After several years on the road, he returned to Beale Street as the guitarist/band leader for B.B. King’s Blues Club house band, The BB King All-Stars. Shortly thereafter, he became the band’s lead singer and one of the club’s featured artists, often opening for B.B. King, himself.

Chris Hiatt
Chris Hiatt has become as much a staple of the Belle’s blues festivals as John Earl. While Hiatt’s hook is his take on Stevie Ray Vaughan, he has expanded his repertoire to include other blues/rock material, including his originals.
What songs he plays at any given show has everything to do with what the crowd wants to hear.
“There isn’t one song that impacts every crowd the same,” he states. “A lot of the time I scan the crowd to see how much black leather there is — the general age — and I’m making lists of how people are looking at me when we play that first tune. I know when they’re not gonna jive. I wing it every night. When someone asks me, ‘What are you gonna play,’ I tell them I’ll figure it out when I’m standing up there on the stage.”
But when you wear a flat brimmed black hat with a spangled band and have a stage look that screams Stevie Ray Vaughan, you have to realize that many of those in the audience expect to hear some “Pride and Joy.” Hiatt definitely realizes that, and delivers.
Night after night, in front of a crowd, is where Hiatt draws inspiration as well as a feeling of well-being, which often determines the musical projects he records. Most recently he released his fifth studio album, “New Directions,” in 2016. The CD contains 13 originals, written or co-written by Hiatt.

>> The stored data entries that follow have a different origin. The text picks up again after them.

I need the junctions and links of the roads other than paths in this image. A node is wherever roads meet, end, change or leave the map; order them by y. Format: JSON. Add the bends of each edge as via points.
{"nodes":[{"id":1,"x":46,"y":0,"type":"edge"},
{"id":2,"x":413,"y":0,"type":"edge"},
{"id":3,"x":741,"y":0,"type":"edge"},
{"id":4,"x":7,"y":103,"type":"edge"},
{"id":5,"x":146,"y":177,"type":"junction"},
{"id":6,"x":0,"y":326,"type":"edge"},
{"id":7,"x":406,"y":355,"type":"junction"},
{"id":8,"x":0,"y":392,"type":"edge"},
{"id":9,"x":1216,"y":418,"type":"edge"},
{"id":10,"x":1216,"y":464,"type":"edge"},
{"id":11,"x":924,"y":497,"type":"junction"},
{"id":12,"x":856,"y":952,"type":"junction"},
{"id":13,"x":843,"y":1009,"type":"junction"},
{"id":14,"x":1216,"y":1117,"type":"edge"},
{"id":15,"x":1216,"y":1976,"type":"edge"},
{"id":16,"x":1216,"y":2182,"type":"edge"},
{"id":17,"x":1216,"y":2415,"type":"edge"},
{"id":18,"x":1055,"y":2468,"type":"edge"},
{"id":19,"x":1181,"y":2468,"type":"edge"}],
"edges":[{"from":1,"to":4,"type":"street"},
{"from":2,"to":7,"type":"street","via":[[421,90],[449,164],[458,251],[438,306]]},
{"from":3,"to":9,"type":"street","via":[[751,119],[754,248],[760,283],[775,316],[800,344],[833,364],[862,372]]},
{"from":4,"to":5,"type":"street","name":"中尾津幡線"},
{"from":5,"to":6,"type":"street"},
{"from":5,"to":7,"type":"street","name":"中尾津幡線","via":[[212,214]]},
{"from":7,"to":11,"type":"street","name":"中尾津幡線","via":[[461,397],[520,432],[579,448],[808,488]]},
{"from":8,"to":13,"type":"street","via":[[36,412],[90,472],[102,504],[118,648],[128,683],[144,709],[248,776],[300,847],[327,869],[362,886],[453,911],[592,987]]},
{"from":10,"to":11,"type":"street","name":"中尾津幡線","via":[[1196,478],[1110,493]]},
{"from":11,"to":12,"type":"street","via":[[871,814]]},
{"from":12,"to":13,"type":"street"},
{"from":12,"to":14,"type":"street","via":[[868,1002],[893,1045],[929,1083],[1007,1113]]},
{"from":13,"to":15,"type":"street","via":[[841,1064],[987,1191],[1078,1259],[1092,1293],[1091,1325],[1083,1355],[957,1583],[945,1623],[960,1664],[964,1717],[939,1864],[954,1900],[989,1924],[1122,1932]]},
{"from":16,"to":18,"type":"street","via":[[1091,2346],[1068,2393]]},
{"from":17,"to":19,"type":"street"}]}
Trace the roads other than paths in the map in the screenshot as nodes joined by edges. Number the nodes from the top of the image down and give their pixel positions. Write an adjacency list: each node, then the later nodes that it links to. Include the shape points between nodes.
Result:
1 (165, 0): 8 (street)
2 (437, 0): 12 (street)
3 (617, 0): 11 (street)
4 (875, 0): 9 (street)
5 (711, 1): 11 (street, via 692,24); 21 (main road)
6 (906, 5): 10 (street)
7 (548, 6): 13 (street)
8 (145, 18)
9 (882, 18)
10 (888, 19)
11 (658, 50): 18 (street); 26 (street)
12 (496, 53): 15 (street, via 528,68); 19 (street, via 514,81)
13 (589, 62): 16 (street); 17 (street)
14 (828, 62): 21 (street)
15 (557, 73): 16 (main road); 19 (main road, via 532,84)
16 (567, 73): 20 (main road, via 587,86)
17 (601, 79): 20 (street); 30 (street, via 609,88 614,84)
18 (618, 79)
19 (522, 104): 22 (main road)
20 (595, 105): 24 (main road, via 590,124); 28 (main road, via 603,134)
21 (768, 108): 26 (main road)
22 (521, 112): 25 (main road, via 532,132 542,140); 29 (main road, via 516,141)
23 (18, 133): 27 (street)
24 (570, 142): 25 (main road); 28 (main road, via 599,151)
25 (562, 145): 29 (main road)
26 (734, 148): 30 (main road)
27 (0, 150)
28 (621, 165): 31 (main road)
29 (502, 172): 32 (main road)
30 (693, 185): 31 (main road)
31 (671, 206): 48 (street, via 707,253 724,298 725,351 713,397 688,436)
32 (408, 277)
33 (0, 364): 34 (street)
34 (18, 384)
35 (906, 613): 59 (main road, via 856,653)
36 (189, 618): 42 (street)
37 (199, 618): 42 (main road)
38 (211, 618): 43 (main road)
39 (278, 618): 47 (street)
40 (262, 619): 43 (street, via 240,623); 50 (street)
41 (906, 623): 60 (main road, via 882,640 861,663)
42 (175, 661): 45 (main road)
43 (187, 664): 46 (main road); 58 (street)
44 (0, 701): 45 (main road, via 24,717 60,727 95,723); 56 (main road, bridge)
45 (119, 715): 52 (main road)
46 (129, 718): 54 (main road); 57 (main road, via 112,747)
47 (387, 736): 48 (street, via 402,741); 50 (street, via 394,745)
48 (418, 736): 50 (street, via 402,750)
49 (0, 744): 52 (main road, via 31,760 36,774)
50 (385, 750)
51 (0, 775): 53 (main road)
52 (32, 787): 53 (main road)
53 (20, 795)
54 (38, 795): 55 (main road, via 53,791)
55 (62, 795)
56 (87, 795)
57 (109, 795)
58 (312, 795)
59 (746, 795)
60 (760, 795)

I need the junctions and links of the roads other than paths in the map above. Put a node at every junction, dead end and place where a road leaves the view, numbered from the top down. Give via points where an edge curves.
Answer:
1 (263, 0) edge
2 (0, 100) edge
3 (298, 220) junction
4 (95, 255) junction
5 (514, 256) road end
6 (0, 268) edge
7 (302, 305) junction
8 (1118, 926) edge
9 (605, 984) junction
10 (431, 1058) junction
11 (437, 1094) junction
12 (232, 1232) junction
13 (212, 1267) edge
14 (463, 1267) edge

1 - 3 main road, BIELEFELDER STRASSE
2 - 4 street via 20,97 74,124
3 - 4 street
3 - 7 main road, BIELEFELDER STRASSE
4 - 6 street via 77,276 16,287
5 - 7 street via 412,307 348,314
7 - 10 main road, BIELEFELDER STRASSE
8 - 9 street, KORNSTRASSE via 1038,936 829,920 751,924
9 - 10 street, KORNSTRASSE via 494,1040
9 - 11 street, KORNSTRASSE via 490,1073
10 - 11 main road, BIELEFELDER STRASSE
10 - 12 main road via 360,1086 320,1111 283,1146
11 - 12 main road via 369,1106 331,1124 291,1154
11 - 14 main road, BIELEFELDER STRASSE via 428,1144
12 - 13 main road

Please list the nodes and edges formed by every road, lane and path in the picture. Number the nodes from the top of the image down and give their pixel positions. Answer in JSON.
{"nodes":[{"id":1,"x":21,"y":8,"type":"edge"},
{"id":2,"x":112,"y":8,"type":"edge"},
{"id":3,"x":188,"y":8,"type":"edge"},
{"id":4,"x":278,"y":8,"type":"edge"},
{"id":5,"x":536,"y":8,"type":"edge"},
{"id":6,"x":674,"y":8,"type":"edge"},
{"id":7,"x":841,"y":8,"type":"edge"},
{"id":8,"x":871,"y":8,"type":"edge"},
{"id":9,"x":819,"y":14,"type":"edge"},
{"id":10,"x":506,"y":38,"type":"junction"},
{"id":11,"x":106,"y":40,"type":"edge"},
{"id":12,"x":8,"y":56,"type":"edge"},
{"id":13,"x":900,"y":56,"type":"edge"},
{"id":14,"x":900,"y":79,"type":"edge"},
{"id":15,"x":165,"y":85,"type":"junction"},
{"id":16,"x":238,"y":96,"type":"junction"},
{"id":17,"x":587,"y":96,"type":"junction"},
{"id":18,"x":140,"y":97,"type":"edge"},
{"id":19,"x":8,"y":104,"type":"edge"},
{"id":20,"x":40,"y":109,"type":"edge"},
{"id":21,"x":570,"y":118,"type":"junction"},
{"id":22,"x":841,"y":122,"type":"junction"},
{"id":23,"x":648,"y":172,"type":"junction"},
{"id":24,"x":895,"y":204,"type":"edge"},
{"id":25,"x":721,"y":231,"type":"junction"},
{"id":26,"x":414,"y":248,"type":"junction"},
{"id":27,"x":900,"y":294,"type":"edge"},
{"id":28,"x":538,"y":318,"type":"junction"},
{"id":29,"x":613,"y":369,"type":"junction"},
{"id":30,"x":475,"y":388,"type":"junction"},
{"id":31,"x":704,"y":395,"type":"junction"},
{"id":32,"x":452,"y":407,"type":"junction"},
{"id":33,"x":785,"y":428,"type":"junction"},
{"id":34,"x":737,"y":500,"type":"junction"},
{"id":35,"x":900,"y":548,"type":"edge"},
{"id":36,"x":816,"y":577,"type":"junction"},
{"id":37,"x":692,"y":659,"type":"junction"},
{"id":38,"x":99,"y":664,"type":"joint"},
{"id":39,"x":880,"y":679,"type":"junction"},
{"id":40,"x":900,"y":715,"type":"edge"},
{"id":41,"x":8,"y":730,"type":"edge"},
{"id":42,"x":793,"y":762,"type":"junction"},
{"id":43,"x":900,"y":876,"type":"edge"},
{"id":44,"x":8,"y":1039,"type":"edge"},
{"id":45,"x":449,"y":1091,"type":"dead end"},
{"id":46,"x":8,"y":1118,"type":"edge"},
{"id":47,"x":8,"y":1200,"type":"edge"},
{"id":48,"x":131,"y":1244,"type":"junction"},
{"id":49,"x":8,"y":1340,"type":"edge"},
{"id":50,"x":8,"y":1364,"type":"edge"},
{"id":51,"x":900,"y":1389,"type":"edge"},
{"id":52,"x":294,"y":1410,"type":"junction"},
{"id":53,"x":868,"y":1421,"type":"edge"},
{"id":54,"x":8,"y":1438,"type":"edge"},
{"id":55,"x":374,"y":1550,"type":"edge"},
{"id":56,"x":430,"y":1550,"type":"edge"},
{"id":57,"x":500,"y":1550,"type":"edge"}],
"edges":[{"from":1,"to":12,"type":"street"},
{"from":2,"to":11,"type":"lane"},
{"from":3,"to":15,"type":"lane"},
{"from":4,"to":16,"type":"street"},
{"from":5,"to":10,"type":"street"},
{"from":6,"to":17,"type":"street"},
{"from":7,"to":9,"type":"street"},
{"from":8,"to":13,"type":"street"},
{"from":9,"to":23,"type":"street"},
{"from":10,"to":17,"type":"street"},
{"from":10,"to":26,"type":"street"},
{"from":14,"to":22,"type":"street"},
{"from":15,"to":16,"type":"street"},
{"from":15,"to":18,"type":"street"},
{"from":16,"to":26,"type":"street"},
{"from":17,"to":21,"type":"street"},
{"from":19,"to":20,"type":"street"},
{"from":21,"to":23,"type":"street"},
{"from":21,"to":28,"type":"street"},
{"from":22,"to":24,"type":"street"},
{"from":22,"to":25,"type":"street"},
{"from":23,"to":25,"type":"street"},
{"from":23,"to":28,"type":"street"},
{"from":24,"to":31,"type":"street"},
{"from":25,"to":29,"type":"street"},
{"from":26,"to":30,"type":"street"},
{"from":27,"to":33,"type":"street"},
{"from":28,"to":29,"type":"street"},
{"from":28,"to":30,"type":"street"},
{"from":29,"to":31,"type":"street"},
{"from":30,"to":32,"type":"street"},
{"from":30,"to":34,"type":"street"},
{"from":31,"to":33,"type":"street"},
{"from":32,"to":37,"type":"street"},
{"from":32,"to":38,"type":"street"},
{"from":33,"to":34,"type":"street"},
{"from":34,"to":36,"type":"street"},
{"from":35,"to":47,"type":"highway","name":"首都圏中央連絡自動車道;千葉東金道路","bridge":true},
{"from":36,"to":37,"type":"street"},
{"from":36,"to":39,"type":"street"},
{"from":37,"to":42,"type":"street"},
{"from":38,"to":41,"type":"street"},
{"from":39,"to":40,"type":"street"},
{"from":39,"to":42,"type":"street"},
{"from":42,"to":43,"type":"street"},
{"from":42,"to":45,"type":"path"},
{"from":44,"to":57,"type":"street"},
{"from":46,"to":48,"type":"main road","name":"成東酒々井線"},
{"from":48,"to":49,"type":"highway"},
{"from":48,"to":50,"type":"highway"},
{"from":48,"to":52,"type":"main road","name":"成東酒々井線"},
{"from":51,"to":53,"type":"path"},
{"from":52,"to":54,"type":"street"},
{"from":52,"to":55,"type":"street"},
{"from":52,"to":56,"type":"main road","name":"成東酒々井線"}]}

John Earl & The Boogieman Band
John Earl Williams is a Texas roadhouse man who gravitated to Europe in the early ’70s. He formed a blues band that met with a considerable following in the Netherlands, England, Belgium and Germany.
Eventually, home was calling and Williams made his way to Las Vegas in 1988 to form his John Earl’s Boogieman Band, with which he has entrenched himself totally into the Vegas’ blues scene. He has performed at the House of Blues and other Vegas venues, opening for such bands as John Mayall & The Bluesbreakers, Albert Collins and John Lee Hooker.
The Boogieman Band features guitarist Chris Tofield and keyboardist Junior Brantley.
“Chris has been playing with us since 2005. Junior Brantley and I have been playing together since ’96,” Williams said.
“Junior is the modest, very talented, laid-back guy in the band. He never says anything about himself, it’s always ‘us’ and ‘them,’ and he deserves to be acknowledged for what he brings to the group. It’s just taken me this long to get around to it, but better late than never,” he laughed.
“Junior won the Blues Heritage Award and Chris and I were both inducted into the Las Vegas Hall of Fame, and we were named honorary lifetime members of the Las Vegas Blues Society.”

“Mississippi” Bill Magee
Veteran bluesman Bill Magee played with a group back in 1963, called Jimmy James and the Flames. Jimmy would one day change his name to Jimi Hendrix and change the world with his electric blues in the process. Magee didn’t accompany Hendrix to England on that fateful trip in ’67, when Hendrix’ career exploded. He put his own group together, called it the Kansas City Playboys, and made a little musical history of his own — which included a tour around Europe in addition to playing the Chitlin Circuit, of the American South.
During his career, he played with some of the greats — B.B. King, Howlin’ Wolf, Muddy Waters, Jimmy Reed, Otis Redding, John Lee Hooker, Bobby Blue Bland, Wilson Pickett, Bo Diddley and others, in places like the Regal Theater and McCormick Place in Chicago, the Royal in D.C., and Madison Square Garden in New York. He spent several years on the road opening for James Brown, which included gigs at the Apollo Theater, something he promised his little brother he would do one day.
Magee stopped the relentless touring and all-nighters when he retired his guitar to become a family man for several years. But the call of the blues couldn’t be denied, so he has become one of San Diego’s busiest working musicians. He was voted the Best Blues Band by the San Diego Music Association and Reader Magazine.
When he makes a return appearance at the Belle’s Blues & Brews Festival, all of that experience and passion for music will no doubt pour out of every note and guitar lick. Last time he warned people to bring their dancing shoes and be prepared to smile a lot. Here’s his take…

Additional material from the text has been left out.